Comme tout le monde, nous avons fini par prendre connaissance de tel ou tel contact PS-PRL avant les élections. Est-ce que le citoyen distribue même les cartes? À la soupe! Si c'est la devise de la Wallonie, elle va devenir, entre les mains des bureaucrates PS et PRL, pire que la Belgique. Et les Écolos dans toute cette affaire sont indifférents au thème wallon. S'ils ne sont que tièdement wallons, qui va insuffler un esprit différent?

Le souvenir du 1er mai 1996 et des révoltes wallonnes si bien emblématisées par la figure de Rosetta, le dynamisme de nos créateurs et de notre peuple, de ses PME, la combativité ouvrière, le dévouement enseignant, le zèle d'une minorité de fonctionnaires wallons qui ont à coeur le destin de leur pays, la patience des chômeurs qui ne votent même pas extrême-droite malgré l'arrogance satisfaite des gens cloués à leurs fromages et antidémocrates, nous permet d'espérer encore. Mais avec les seuls politiques, ces gens capables de traverser toutes les tempêtes, toutes les contestations, toutes les mises en cause, sans rien changer de leur alignement bovin sur le néolibéralisme européen, fiers de leur inculture politique et de leur inculture tout court, nous irions au néant.

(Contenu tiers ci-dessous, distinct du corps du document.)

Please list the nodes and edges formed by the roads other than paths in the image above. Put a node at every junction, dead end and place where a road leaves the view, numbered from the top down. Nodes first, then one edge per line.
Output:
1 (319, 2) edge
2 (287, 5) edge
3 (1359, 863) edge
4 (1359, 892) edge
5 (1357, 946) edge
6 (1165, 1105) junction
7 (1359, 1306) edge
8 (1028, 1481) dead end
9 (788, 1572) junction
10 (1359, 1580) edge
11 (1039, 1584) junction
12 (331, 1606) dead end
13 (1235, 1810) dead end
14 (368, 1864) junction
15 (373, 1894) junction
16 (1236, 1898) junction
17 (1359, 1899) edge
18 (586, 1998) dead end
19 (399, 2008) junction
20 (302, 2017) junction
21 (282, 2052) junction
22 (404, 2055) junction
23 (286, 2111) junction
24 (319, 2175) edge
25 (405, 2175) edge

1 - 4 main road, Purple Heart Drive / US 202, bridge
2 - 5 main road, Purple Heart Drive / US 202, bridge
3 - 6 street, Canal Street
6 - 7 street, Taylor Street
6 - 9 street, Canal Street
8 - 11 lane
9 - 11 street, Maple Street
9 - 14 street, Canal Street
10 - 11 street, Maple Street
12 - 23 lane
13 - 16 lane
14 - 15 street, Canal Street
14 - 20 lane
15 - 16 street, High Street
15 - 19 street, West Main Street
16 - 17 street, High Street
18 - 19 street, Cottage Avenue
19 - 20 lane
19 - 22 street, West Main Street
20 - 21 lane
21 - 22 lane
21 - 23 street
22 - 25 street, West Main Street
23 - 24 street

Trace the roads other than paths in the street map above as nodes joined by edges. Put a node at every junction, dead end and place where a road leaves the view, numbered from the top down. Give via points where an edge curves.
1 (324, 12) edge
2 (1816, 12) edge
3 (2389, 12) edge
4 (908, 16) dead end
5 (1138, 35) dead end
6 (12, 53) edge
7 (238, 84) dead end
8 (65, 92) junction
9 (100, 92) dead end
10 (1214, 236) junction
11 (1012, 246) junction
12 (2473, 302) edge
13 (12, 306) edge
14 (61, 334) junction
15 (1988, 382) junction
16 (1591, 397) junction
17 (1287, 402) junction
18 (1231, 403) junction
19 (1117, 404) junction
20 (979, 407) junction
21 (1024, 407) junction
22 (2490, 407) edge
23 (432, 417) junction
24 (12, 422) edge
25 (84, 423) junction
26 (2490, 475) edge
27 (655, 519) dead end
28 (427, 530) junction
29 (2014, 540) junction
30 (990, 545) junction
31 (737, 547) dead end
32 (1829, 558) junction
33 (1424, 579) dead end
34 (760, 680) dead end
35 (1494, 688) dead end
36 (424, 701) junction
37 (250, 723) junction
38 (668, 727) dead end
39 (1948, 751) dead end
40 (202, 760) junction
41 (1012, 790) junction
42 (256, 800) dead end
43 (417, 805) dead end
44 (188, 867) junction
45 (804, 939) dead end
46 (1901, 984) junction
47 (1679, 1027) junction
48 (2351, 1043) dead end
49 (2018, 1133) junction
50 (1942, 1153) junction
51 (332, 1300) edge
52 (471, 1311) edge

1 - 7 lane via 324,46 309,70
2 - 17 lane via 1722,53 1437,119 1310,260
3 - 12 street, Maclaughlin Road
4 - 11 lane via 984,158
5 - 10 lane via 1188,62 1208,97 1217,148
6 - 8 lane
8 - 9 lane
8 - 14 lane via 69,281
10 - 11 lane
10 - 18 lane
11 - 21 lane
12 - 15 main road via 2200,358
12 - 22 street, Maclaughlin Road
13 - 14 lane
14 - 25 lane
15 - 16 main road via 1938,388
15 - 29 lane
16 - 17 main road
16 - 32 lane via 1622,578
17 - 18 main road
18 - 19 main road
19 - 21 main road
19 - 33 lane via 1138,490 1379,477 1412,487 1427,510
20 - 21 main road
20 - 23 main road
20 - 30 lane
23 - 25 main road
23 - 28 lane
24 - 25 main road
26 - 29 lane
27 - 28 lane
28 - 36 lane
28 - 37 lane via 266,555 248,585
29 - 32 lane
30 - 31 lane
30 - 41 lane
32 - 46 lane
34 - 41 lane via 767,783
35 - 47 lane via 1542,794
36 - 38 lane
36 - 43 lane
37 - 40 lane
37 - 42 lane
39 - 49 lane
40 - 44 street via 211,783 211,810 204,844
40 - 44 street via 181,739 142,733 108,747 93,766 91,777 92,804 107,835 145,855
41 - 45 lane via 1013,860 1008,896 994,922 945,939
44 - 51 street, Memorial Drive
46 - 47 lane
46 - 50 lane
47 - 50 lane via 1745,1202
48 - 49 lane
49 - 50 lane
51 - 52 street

Nous avons signé La Wallonie est-elle invisible?, à la fin mars (Le Soir le publie à la sauvette fin mai) avec La Revue Nouvelle et Les Cahiers Marxistes. Pratiquement tous les collaborateurs de TOUDI l'ont approuvé mettant en cause les antidémocrates. La Wallonie se doit de se tourner vers son peuple de gauche, rouge ou vert. Des dirigeants, accrochés à leurs fromages depuis douze ans (le PSC depuis 1830), jamais las d'y briser nos espérances, nous n'attendons plus grand-chose. Mais nous le savons, comme l'écrit Jean Louvet: «En Belgique, il faut tenir. Durer. Longtemps.» Nous sommes prêts.


  1. 1. Jean-Marc Ferry, Le complexe sociopolitique in Les puissances de l'expérience, Tome II, Chapitre II , Paris, Le Cerf, 1991 pp. 55-57.